### Data for review
========================================================================

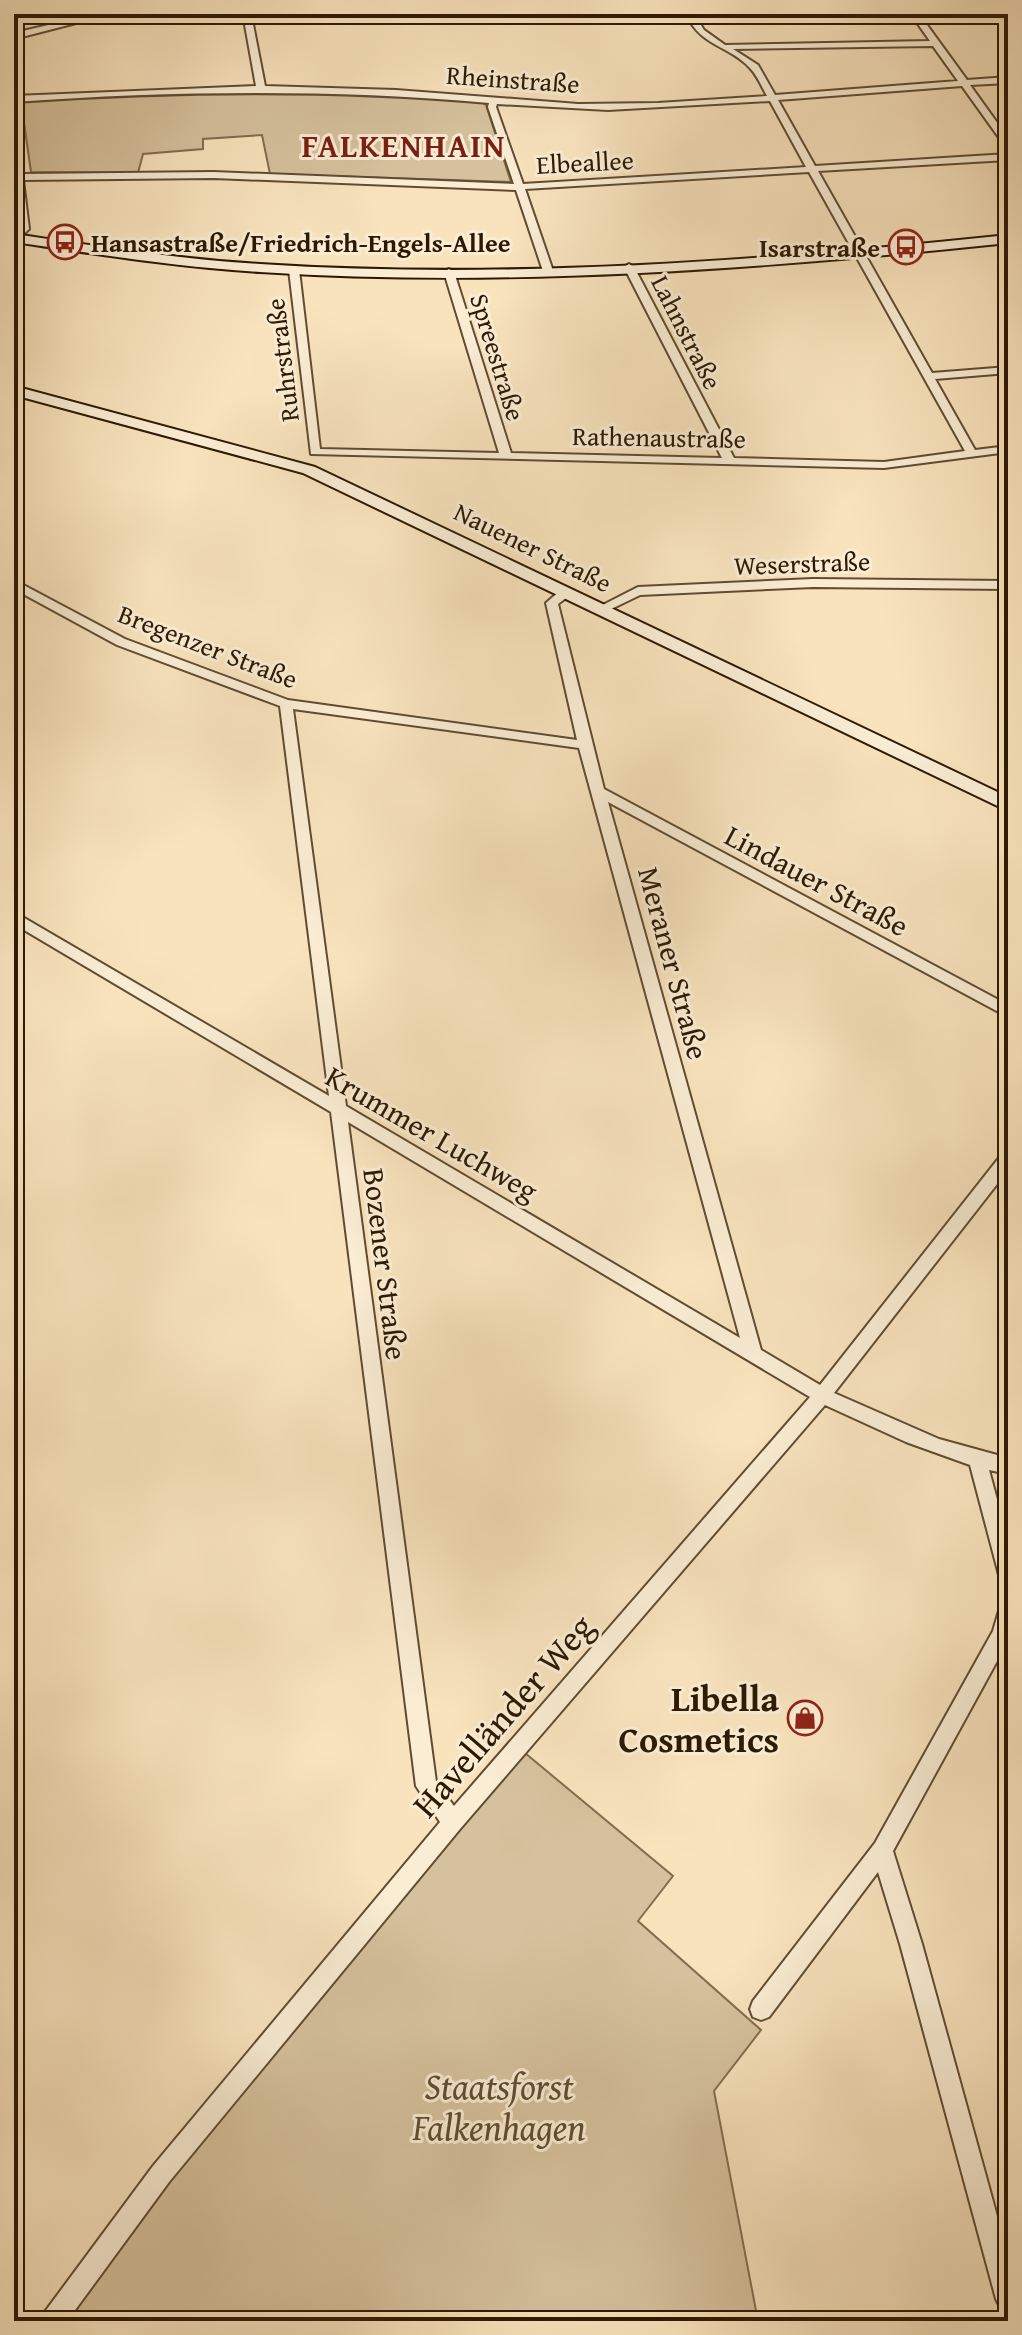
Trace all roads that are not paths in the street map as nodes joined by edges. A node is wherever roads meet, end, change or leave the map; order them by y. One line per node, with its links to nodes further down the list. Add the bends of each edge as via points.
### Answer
1 (107, 14): 5 (street)
2 (247, 14): 10 (street)
3 (690, 14): 7 (street, via 699,31)
4 (915, 14): 6 (street)
5 (14, 36)
6 (936, 43): 7 (street); 9 (street)
7 (726, 47): 11 (street, via 755,67)
8 (1008, 80): 9 (street, Rheinstraße)
9 (964, 82): 11 (street, Rheinstraße); 15 (street)
10 (261, 88): 12 (street, Rheinstraße); 13 (street, Rheinstraße)
11 (772, 96): 13 (street, Rheinstraße, via 608,107); 17 (street)
12 (14, 99)
13 (494, 101): 19 (street)
14 (14, 137): 18 (street)
15 (1008, 144)
16 (1008, 157): 17 (street, Elbeallee)
17 (813, 171): 19 (street, Elbeallee); 22 (street)
18 (19, 177): 19 (street, Elbeallee, via 214,175); 20 (street, via 24,229)
19 (519, 187): 25 (street)
20 (14, 238): 24 (street)
21 (1008, 239): 22 (street)
22 (861, 255): 23 (street); 28 (street)
23 (629, 267): 25 (street); 34 (street, Lahnstraße)
24 (294, 270): 26 (street); 30 (street, Ruhrstraße)
25 (548, 271): 26 (street)
26 (449, 272): 33 (street, Spreestraße)
27 (1008, 370): 28 (street)
28 (929, 376): 32 (street)
29 (14, 390): 37 (street, Nauener Straße, via 309,470)
30 (314, 446): 33 (street, Rathenaustraße, via 315,452)
31 (1008, 449): 32 (street, Rathenaustraße)
32 (972, 454): 34 (street, Rathenaustraße, via 884,465)
33 (506, 456): 34 (street, Rathenaustraße)
34 (729, 460)
35 (14, 584): 39 (street, Bregenzer Straße, via 121,642)
36 (1008, 585): 38 (street, Weserstraße, via 813,583 638,591)
37 (566, 592): 38 (street, Nauener Straße); 40 (street, Meraner Straße, via 552,603)
38 (601, 609): 42 (street, Nauener Straße)
39 (286, 704): 40 (street, Bregenzer Straße); 45 (street, Bozener Straße)
40 (585, 745): 41 (street, Meraner Straße)
41 (601, 793): 44 (street, Lindauer Straße); 47 (street, Meraner Straße)
42 (1008, 805)
43 (14, 917): 45 (street, Krummer Luchweg)
44 (1008, 1012)
45 (338, 1110): 47 (street, Krummer Luchweg); 53 (street, Bozener Straße, via 426,1786)
46 (1008, 1158): 48 (street, Havelländer Weg)
47 (753, 1353): 48 (street, Krummer Luchweg)
48 (822, 1395): 49 (street, Krummer Luchweg); 53 (street, Havelländer Weg)
49 (978, 1461): 50 (street, Krummer Luchweg); 51 (street)
50 (1008, 1466)
51 (1008, 1575)
52 (1008, 1610): 54 (street, via 1002,1633)
53 (453, 1822): 57 (street, Havelländer Weg, via 161,2174)
54 (882, 1850): 55 (street); 56 (street)
55 (761, 2009)
56 (1008, 2299)
57 (52, 2321)

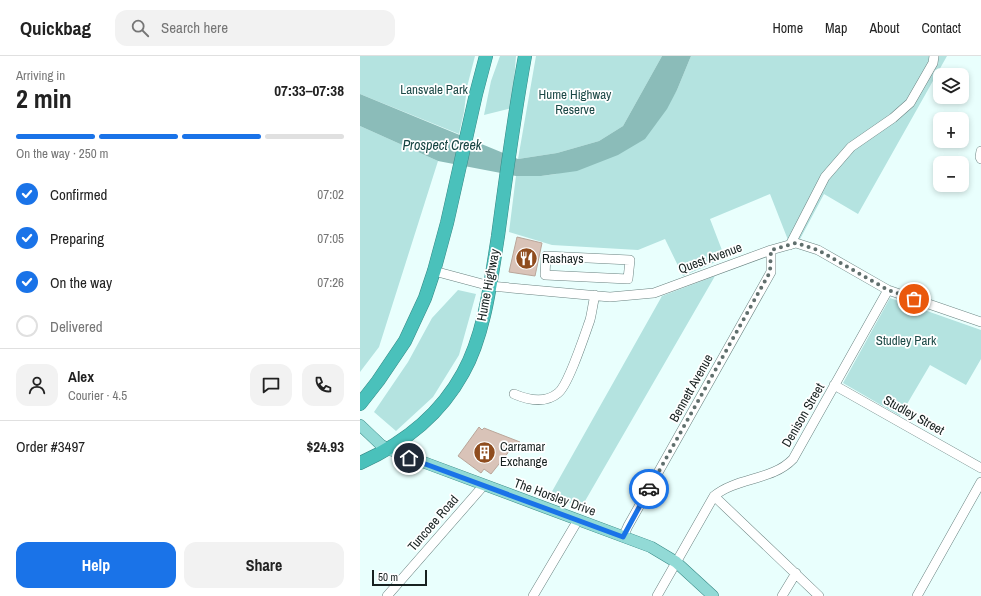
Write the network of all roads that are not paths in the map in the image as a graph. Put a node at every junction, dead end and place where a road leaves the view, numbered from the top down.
1 (486, 56) edge
2 (524, 56) edge
3 (934, 56) edge
4 (981, 151) edge
5 (981, 159) edge
6 (790, 245) junction
7 (771, 250) junction
8 (434, 271) junction
9 (545, 275) junction
10 (490, 286) junction
11 (888, 290) junction
12 (543, 291) junction
13 (595, 296) junction
14 (981, 322) edge
15 (834, 385) junction
16 (514, 394) dead end
17 (360, 404) edge
18 (360, 426) edge
19 (388, 449) junction
20 (360, 462) edge
21 (981, 468) edge
22 (981, 482) edge
23 (484, 485) junction
24 (714, 496) junction
25 (578, 520) junction
26 (623, 537) junction
27 (676, 562) junction
28 (796, 573) junction
29 (387, 596) edge
30 (533, 596) edge
31 (657, 596) edge
32 (713, 596) edge
33 (782, 596) edge
34 (819, 596) edge
35 (917, 596) edge

1 - 8 highway
2 - 10 highway, Hume Highway
3 - 6 street
4 - 5 street
6 - 7 street, Quest Avenue
6 - 11 street, Quest Avenue
7 - 13 street, Quest Avenue
7 - 26 street, Bennett Avenue
8 - 10 street, Quest Avenue
8 - 17 highway
9 - 9 street
9 - 12 street
10 - 12 street, Quest Avenue
10 - 19 highway, Hume Highway
11 - 14 street, Quest Avenue
11 - 15 street, Denison Street
12 - 13 street, Quest Avenue
13 - 16 street
15 - 21 street, Studley Street
15 - 24 street, Denison Street
18 - 19 main road, The Horsley Drive
19 - 20 highway, Hume Highway
19 - 23 main road, The Horsley Drive
22 - 35 street
23 - 25 main road, The Horsley Drive
23 - 29 street, Tuncoee Road
24 - 27 street
24 - 28 street
25 - 26 main road, The Horsley Drive
25 - 30 street
26 - 27 main road, The Horsley Drive
27 - 31 street
27 - 32 main road, The Horsley Drive
28 - 33 street
28 - 34 street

========================================================================

### Activity
List each line in the listing that contains the string "Drive".

### Exercise output
18 - 19 main road, The Horsley Drive
19 - 23 main road, The Horsley Drive
23 - 25 main road, The Horsley Drive
25 - 26 main road, The Horsley Drive
26 - 27 main road, The Horsley Drive
27 - 32 main road, The Horsley Drive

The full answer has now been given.